Your instructions | Where a line of the material includes the string "Studievägen", copy that line.

Records for the exercise |
----------------------------------------

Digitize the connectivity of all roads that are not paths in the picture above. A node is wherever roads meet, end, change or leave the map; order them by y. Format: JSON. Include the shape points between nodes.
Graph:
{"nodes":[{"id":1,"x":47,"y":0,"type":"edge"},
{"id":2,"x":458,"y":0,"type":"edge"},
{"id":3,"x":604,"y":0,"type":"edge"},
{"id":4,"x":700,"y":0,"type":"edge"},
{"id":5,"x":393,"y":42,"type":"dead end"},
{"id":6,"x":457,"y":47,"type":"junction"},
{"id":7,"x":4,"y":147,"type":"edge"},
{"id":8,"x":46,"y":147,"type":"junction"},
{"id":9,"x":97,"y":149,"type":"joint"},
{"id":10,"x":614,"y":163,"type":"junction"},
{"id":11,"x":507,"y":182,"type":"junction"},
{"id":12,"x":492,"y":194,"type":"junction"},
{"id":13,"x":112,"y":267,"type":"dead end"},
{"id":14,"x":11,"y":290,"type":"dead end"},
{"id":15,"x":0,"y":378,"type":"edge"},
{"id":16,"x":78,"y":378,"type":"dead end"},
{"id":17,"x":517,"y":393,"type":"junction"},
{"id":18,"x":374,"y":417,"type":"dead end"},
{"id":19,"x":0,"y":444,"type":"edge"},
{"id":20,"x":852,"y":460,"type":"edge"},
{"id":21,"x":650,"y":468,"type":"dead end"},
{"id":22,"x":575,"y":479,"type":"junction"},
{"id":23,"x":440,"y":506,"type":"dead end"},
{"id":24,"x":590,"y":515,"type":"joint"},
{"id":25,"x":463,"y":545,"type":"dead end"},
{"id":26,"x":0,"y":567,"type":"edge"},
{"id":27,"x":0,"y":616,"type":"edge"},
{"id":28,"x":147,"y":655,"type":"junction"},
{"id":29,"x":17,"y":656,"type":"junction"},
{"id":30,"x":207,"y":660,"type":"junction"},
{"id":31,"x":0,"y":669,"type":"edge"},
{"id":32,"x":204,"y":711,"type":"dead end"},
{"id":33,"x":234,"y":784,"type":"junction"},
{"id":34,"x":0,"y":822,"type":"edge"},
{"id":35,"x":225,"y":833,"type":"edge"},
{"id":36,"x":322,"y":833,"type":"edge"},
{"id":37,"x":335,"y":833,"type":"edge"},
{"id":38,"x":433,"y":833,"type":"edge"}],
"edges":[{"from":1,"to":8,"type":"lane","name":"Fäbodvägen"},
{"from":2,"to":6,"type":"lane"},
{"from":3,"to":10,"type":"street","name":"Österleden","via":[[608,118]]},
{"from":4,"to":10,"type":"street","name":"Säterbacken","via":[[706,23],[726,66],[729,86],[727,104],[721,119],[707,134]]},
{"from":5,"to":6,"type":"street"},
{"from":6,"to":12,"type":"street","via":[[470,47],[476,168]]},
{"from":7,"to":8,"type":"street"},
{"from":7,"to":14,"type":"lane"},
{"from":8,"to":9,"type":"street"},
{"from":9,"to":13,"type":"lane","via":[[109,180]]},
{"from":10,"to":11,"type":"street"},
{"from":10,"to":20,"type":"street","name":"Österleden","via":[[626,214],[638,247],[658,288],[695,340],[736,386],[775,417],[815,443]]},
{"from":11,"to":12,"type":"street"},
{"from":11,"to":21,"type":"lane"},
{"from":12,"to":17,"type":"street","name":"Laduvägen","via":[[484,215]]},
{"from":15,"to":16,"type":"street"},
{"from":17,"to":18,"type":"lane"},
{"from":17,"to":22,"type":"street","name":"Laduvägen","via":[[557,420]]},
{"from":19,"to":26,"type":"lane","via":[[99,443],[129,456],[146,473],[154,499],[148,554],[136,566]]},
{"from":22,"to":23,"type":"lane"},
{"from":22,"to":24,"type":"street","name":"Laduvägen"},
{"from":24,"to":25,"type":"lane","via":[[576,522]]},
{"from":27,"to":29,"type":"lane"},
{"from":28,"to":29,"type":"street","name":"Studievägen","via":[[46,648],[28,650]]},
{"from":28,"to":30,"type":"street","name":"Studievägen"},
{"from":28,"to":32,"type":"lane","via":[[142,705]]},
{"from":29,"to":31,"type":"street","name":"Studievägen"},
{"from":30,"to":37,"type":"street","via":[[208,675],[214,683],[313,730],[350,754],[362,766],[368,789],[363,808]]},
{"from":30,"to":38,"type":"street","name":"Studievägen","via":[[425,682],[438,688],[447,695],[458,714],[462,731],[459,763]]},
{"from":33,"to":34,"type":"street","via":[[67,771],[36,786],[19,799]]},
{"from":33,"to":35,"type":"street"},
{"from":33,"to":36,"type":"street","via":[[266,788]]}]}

----------------------------------------

Completed exercise |
{"from":28,"to":29,"type":"street","name":"Studievägen","via":[[46,648],[28,650]]},
{"from":28,"to":30,"type":"street","name":"Studievägen"},
{"from":29,"to":31,"type":"street","name":"Studievägen"},
{"from":30,"to":38,"type":"street","name":"Studievägen","via":[[425,682],[438,688],[447,695],[458,714],[462,731],[459,763]]},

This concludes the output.